In a previous blog post I showed how a 2D convolver can be written in F# using Microsoft’s Accelerator system for GPGPU and SIMD x64 multicore programming targets. This blog article explains how the same 2D convolver can also be nicely expressed in C# and it illustrates a few cool C# and LINQ features including type inference, extension methods, the indexed Select operator and the Aggregate operator. I also give a more old school C# implementation at the end of this blog article. First, here is the code:

using System; using System.Linq; using Microsoft.ParallelArrays; namespace AcceleratorSamples { static partial class Convolver2D { static FloatParallelArray convolve(this FloatParallelArray a, Func<int, int[]> shifts, float[] kernel) { return kernel .Select((k, i) => k * ParallelArrays.Shift(a, shifts(i))) .Aggregate((a1, a2) => a1 + a2); } static FloatParallelArray convolveXY(this FloatParallelArray input, float[] kernel) { return input .convolve(i => new[] { -i, 0 }, kernel) .convolve(i => new[] { 0, -i }, kernel); } static void Main(string[] args) { const int inputSize = 10; var random = new Random(42); var inputData = new float[inputSize, inputSize]; for (int row = 0; row < inputSize; row++) for (int col = 0; col < inputSize; col++) inputData[row, col] = (float)random.NextDouble() * random.Next(1, 100); var testKernel = new[] { 2F, 5, 7, 4, 3 }; var dx9Target = new DX9Target(); var inputArray = new FloatParallelArray(inputData); var result = dx9Target.ToArray2D(inputArray.convolveXY(testKernel)); for (int row = 0; row < inputSize; row++) { for (int col = 0; col < inputSize; col++) Console.Write("{0} ", result[row, col]); Console.WriteLine(); } } } }

This version of the code was suggested by Mads Torgersen. I won’t explain the details of how 2D convolution is implemented here and I kindly ask you to first look over the original F# blog article. To recap a little, a 1D convolver computes a weighted average around each element of an array (or stream):

A 2D convolver works by first performing a convolution the x-direction and then performing a convolution in the y-direction. An x-direction convolution is shown below.

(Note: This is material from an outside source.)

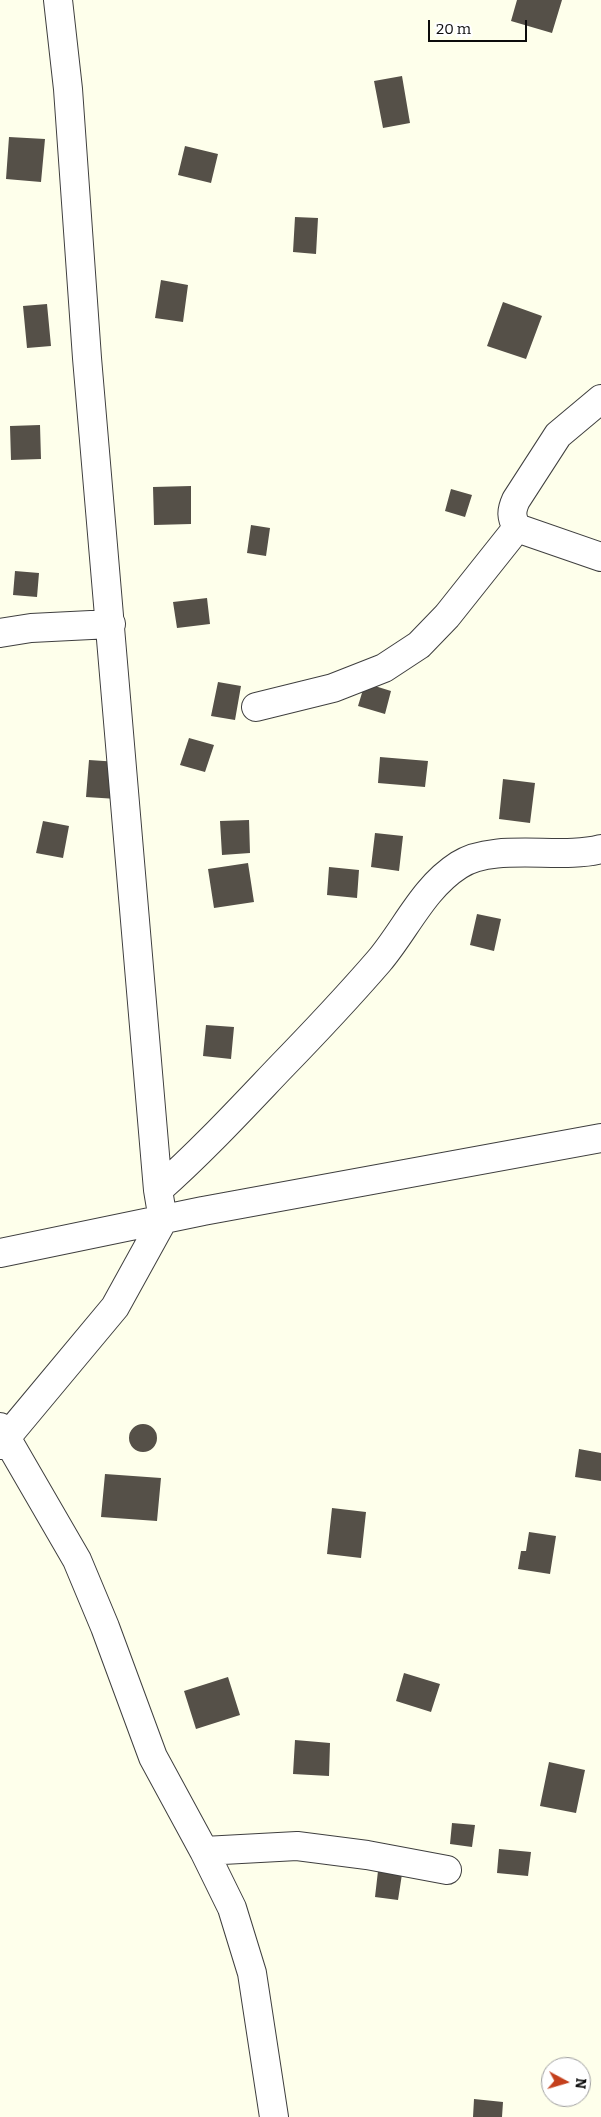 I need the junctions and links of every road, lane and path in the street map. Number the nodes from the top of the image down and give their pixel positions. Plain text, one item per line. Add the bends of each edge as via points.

There are two basic operations that we need to express here:

- A multiplication of a shifted 2D input matrix by the i-th element of a kernel 1D matrix. This is accomplished with an indexed Select operator.
- The addition of all the elements in a row (or column) of a 2D matrix. This is accomplished with an Aggregate operator.

First let me explain what C# extension methods are by using the code below as a demonstration.

using System; namespace Extension_Methods_Demonstration { public static class Extension_Methods_Experiment { public static int DoubleFunction(int i) { return 2 * i; } public static int Double(this int i) { return 2 * i; } static void Main(string[] args) { int x = 12; Console.WriteLine(DoubleFunction(x)); Console.WriteLine(x.Double()); } } }

Here we have two ways of encapsulating a computation that doubles an int value. The first approach uses a regular static method method DoubleFunction which takes an int value as an argument and returns an int value as a result i.e. something that behaves like a function. It might be nice to also express the doubling operation as a regular method invocation on variables of type int. However, we don’t always have access to the definition for all the types we want to extend in this way. Extension methods allow us to express functions over types even when we don’t have access to the definition of the type. The syntax is very similar to the syntax used for static methods however the type of the object being extended is indicated as the first parameter and is identified with the **this** keyword. The program above illustrates both the static method style invocation of a double operation as well as the invocation of a Double method on an variable of type int.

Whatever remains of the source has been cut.